Ukraine War: Why I risk my life to provide aid in Ukraine
- Published
At first glance they are an unlikely line up for aid workers in a war zone - a dog trainer from Kent, a farmer from Cornwall, and a technology executive from Sussex.
But these three British volunteers were drawn - separately - to Ukraine. They teamed up here and have spent months in harm's way evacuating the elderly and the frail from areas near front lines. They fund themselves and prefer not to be named.
"I know my parents worry," says the dog trainer who, at 21, is the youngest. "I have had phone calls with my mum where she has been in tears, but they are just really proud of what I am doing. They know I will be out here for a while, and they don't know when I will be coming home."
As we speak, air raid sirens wail and explosions thud in the distance now and then.
She hopes one day to be a qualified paramedic.

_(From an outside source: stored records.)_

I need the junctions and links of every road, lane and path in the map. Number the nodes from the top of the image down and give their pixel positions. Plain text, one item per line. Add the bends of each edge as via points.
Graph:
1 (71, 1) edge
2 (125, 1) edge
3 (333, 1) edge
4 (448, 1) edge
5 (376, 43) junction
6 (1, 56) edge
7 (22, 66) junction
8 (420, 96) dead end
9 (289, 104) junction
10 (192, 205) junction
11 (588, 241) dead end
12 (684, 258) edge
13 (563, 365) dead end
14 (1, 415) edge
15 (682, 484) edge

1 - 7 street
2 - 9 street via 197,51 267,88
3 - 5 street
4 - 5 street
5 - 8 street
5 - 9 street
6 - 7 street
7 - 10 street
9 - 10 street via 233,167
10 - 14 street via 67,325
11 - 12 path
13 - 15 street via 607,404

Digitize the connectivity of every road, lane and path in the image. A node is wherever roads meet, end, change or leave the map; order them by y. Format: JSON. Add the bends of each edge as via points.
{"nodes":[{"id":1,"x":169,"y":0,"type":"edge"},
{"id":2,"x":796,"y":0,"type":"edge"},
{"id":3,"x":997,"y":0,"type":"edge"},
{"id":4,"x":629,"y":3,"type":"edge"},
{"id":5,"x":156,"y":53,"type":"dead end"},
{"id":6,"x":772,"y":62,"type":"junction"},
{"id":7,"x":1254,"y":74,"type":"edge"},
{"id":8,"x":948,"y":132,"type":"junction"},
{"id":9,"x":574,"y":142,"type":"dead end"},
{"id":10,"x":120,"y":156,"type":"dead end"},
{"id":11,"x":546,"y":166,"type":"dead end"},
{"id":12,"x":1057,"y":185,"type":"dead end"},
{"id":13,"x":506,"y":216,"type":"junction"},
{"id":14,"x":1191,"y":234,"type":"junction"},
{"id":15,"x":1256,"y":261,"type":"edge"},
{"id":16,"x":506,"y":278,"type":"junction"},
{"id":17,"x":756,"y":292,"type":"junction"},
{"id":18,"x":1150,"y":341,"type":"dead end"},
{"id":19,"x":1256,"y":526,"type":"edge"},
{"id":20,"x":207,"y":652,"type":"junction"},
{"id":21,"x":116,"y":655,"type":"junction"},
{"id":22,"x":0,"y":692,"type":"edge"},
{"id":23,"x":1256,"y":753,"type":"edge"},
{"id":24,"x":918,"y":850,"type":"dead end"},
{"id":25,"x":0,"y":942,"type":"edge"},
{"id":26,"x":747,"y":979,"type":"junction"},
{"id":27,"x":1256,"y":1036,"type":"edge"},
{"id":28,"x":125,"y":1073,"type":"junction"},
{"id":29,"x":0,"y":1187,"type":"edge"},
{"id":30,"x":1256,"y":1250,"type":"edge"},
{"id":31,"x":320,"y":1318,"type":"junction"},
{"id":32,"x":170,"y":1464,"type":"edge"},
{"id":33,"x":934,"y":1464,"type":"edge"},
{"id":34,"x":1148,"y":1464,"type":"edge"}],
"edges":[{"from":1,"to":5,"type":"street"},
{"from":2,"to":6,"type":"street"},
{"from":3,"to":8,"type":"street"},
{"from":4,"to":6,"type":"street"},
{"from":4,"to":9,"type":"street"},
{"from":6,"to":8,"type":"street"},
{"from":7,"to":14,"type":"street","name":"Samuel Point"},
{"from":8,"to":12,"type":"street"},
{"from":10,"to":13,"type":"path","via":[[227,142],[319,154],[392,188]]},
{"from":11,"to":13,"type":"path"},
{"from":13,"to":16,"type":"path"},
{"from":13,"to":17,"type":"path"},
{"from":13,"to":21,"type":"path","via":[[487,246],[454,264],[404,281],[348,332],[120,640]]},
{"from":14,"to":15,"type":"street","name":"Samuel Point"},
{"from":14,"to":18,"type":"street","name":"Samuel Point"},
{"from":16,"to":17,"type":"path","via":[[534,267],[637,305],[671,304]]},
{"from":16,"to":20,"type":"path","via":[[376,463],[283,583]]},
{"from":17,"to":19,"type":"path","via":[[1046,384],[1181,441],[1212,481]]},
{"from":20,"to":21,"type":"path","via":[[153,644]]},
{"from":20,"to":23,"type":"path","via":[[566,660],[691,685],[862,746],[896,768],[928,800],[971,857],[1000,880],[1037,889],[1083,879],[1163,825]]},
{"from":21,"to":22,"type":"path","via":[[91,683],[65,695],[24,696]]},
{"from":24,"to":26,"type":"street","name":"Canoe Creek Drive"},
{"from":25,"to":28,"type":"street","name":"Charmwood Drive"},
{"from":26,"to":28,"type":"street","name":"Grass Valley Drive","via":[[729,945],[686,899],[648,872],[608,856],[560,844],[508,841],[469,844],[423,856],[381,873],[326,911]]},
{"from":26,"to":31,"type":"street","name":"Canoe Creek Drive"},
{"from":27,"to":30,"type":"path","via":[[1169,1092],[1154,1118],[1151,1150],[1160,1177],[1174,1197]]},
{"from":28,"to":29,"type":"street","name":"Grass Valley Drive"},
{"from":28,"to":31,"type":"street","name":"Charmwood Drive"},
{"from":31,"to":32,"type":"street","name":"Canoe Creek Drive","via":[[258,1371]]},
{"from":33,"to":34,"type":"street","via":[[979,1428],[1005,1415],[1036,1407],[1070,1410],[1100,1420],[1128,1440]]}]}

For now, she has done a course in trauma first aid, and is learning on the job. When we joined the volunteers for a day, she was quick to check the lower leg of an evacuee with a blackened, gangrenous wound. Medical care had already been arranged for him at a safe distance.
The team regularly travel to and from towns and cities in the path of Russian forces who are grinding forward across the Donbas region of eastern Ukraine. Shelling is a constant threat. One run was so risky they were ordered by the Ukrainian military to put their body armour on.
"There have been a few moments when you feel it's a bit close for comfort," she says. "We stick together. As much danger as we are in, we feel quite prepared and reliable as a team."
They concede that some may wonder what they are doing in this war-torn region, and how much help they can provide.
"I didn't expect that we would be needed or wanted," says the farmer, "but we are." Back in the UK he was tending to cattle and sheep before losing his job. After Russia invaded Ukraine, he filled a van with aid and drove it over from the UK. It now serves as their rough and ready ambulance.
"In an ideal world we would be redundant," he says, "but we are not. We are here doing what we can. We are not experts, but we've done a lot in the last few months. I don't feel like there's anything else I could be doing that's more important than this."
He was behind the wheel on the day of our visit, but the volunteers stress they share the load, and the highs and lows, buoying each other up with "British humour".
They have moved about 150 people in recent months - some to hospital in the city of Kramatorsk, others to a train station in the Pokrovsk. They collaborate with an established Ukrainian NGO, Vostok SOS, which gives them lists of evacuees to be collected each day, along with information about their medical condition.
As they grapple with day-to-day logistics and shifting front lines, the team has another concern - that international attention is fading.
"Aid is coming in slower," says the former farmer. "That leads me to believe that people are becoming kind of used to the war, and I think that's something that really should not be happening."
And he warns that there are still many in dire need of evacuation.
"Many people think those who needed to get out have gotten out," he says. "That isn't the case."
The third member of the team was already in motion when the war broke out. She had spent six months travelling in the Middle East, after leaving her role working in technology in a start-up.
"My life infrastructure had already been put on pause," she tells me. "So I've been free to come out here and stay out here indefinitely. We just want to get things done without any bureaucracy, any red tape. We work every day because this is what we care about. This is what matters because we are all Europeans. An attack on Ukraine by Russia is attack on all of us."
Her own family knows the trauma of war and dislocation. Her grandmother had to flee from Poland during World War Two.
And when the team collect a 96-year old called Anastacia, she tenderly holds her hand. Anastasia is painfully frail and has to be lifted with care. Her 70-year-old son Yevgeny tells us they spent days below ground when their village was shelled.
"Four or five days ago they started firing with mortars," he says. "Our garden was hit, just 10 metres from our house. When it was so loud that everything shook, my mother was very scared."
Anastasia is carefully carried on to a train, with Yevgeny by her side. Once again she has to flee, just as she did at 15, during World War Two.
The volunteer - who is now a world away from her old life in high tech - says the hardest days are when they cannot evacuate everyone. Some don't want to go - reluctant to leave home and hearth even when the war is closing in.
"You hope that you're doing the right thing taking them away from their land, and that they will get to come home. But you don't know. And you think about that for every single person you evacuate. Will they get to come back?"
Her voice catches with emotion.
"The land here is beautiful," she tells me. "And I was told that if you take a Ukrainian away from that, they will die. Whenever I evacuate a woman, I will pick her a flower from outside her building to take away. That's the only thing I can do."